(Collected data entries)
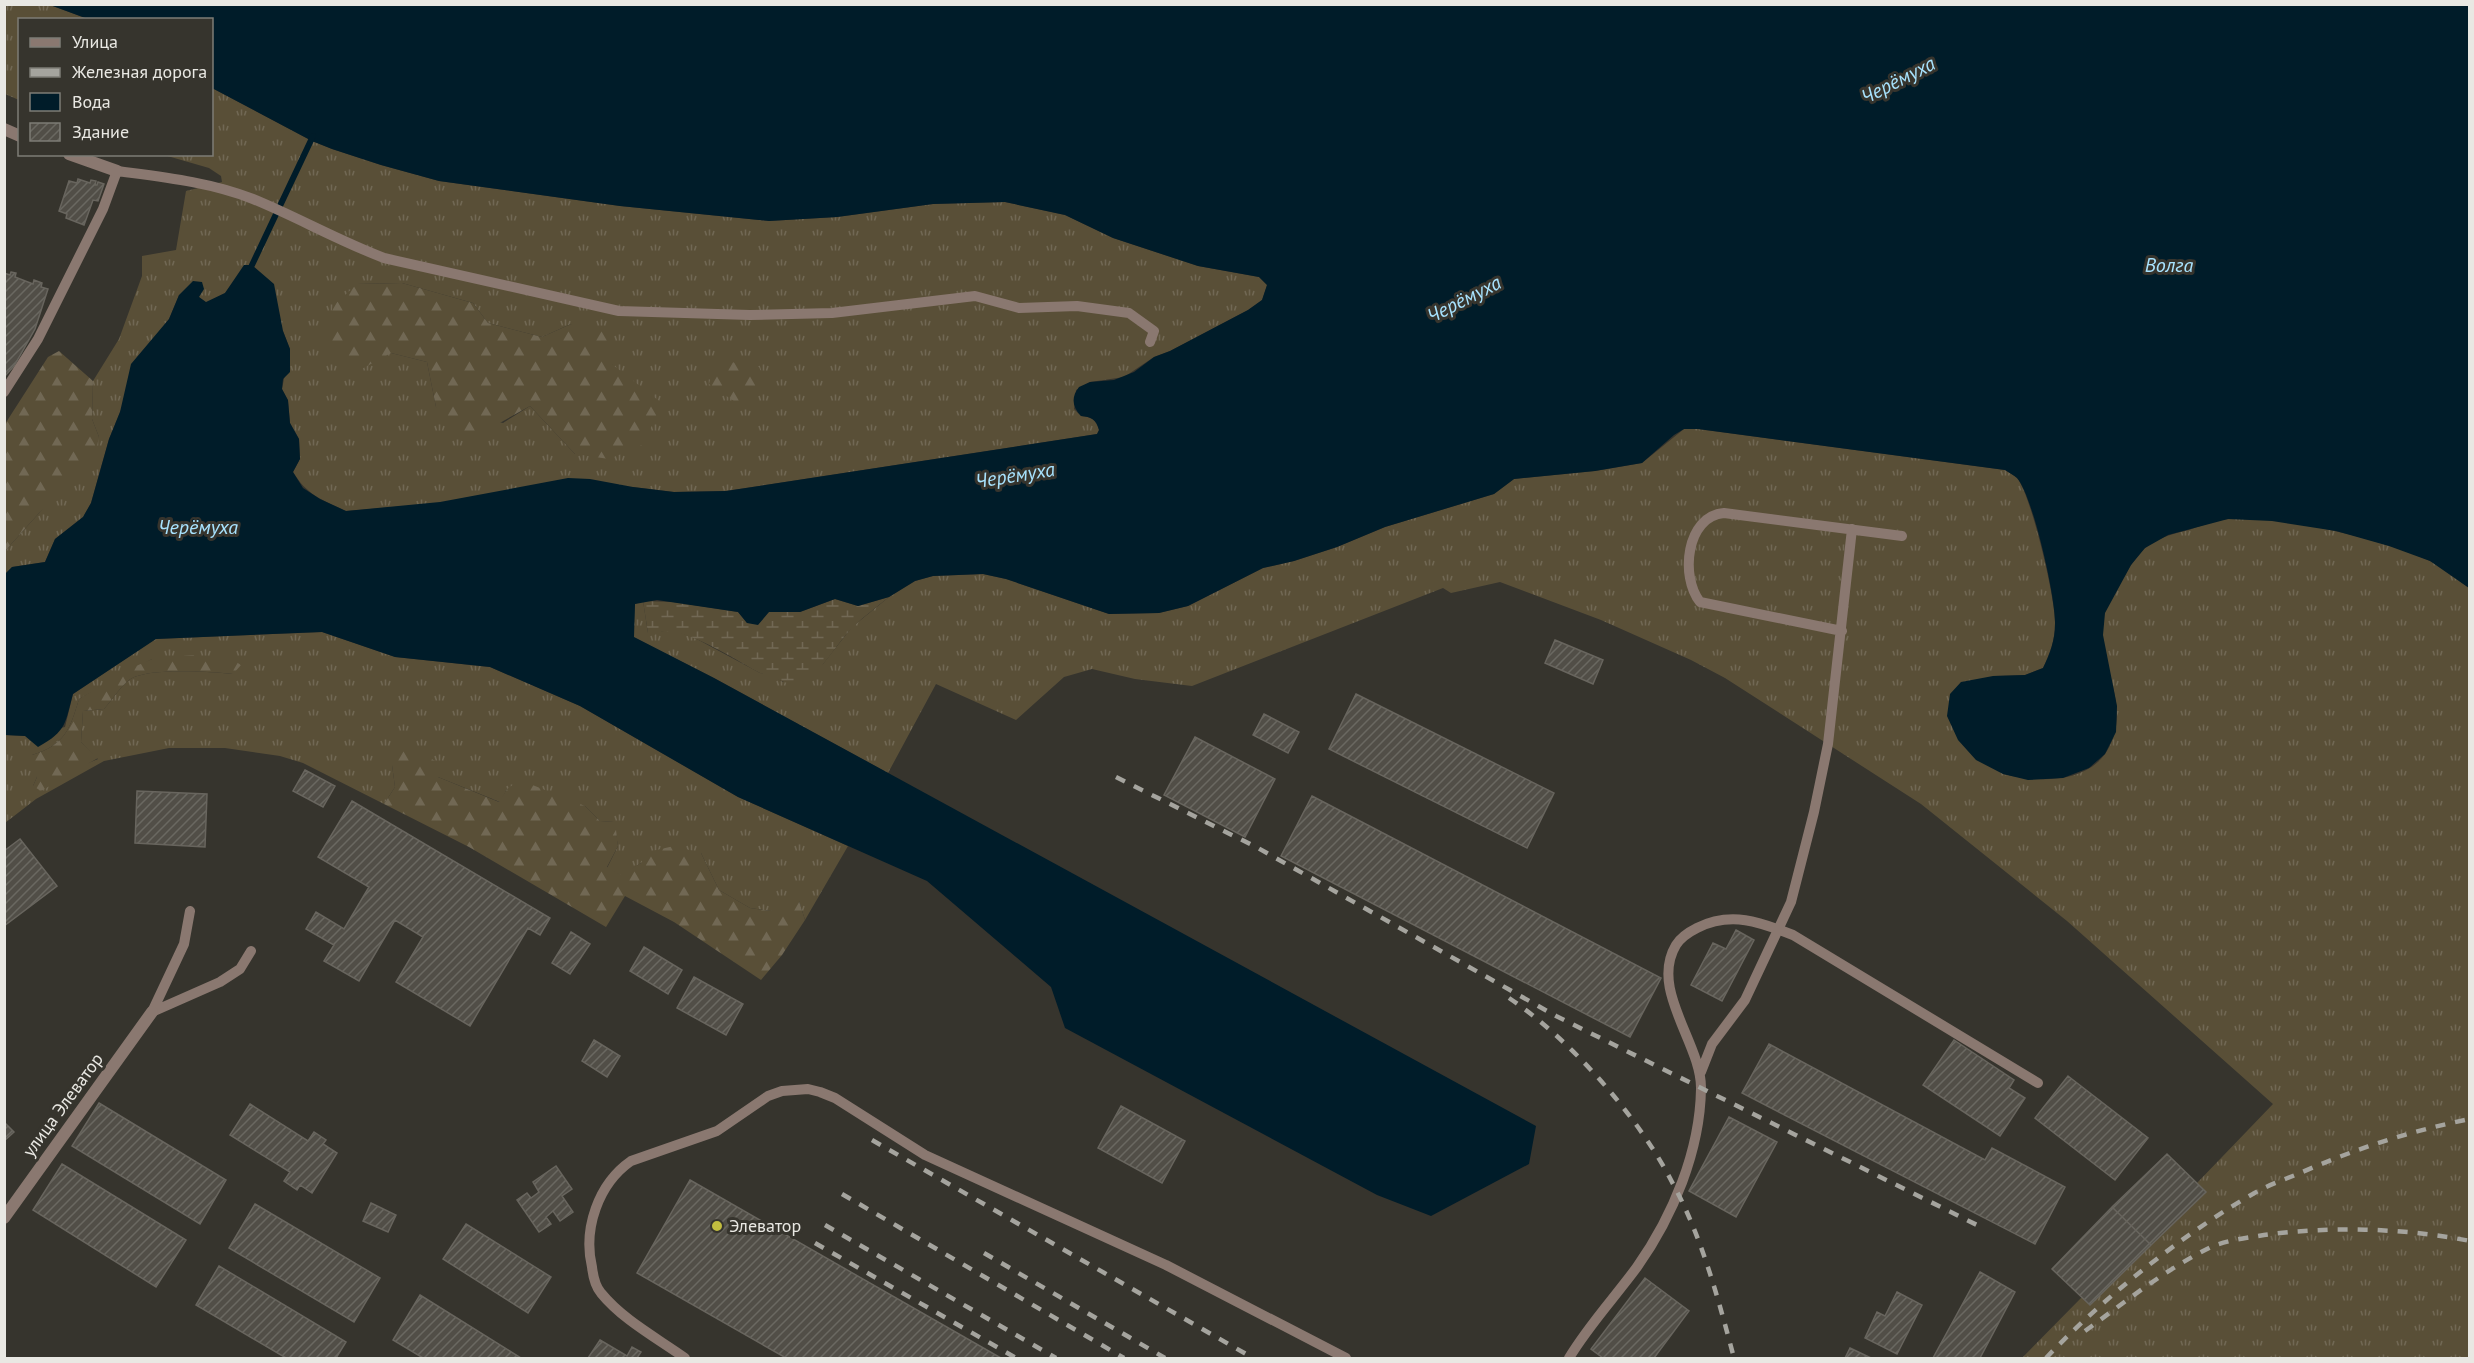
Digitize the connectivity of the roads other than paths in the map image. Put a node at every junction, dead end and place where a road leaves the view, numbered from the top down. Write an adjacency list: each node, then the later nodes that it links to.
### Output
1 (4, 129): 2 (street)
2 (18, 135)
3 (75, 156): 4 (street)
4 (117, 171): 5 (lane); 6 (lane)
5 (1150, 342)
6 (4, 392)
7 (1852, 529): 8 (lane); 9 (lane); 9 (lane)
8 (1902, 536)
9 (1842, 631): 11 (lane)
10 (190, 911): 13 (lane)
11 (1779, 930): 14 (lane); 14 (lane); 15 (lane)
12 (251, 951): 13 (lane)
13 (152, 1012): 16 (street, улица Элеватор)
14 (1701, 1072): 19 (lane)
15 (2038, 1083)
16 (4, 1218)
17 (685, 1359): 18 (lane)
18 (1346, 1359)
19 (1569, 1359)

[What the task asks]:
The entries above should be written out in full, and any picture in them left out.

[Solution to this problem]:
Digitize the connectivity of the roads other than paths in the map image. Put a node at every junction, dead end and place where a road leaves the view, numbered from the top down. Write an adjacency list: each node, then the later nodes that it links to.
### Output
1 (4, 129): 2 (street)
2 (18, 135)
3 (75, 156): 4 (street)
4 (117, 171): 5 (lane); 6 (lane)
5 (1150, 342)
6 (4, 392)
7 (1852, 529): 8 (lane); 9 (lane); 9 (lane)
8 (1902, 536)
9 (1842, 631): 11 (lane)
10 (190, 911): 13 (lane)
11 (1779, 930): 14 (lane); 14 (lane); 15 (lane)
12 (251, 951): 13 (lane)
13 (152, 1012): 16 (street, улица Элеватор)
14 (1701, 1072): 19 (lane)
15 (2038, 1083)
16 (4, 1218)
17 (685, 1359): 18 (lane)
18 (1346, 1359)
19 (1569, 1359)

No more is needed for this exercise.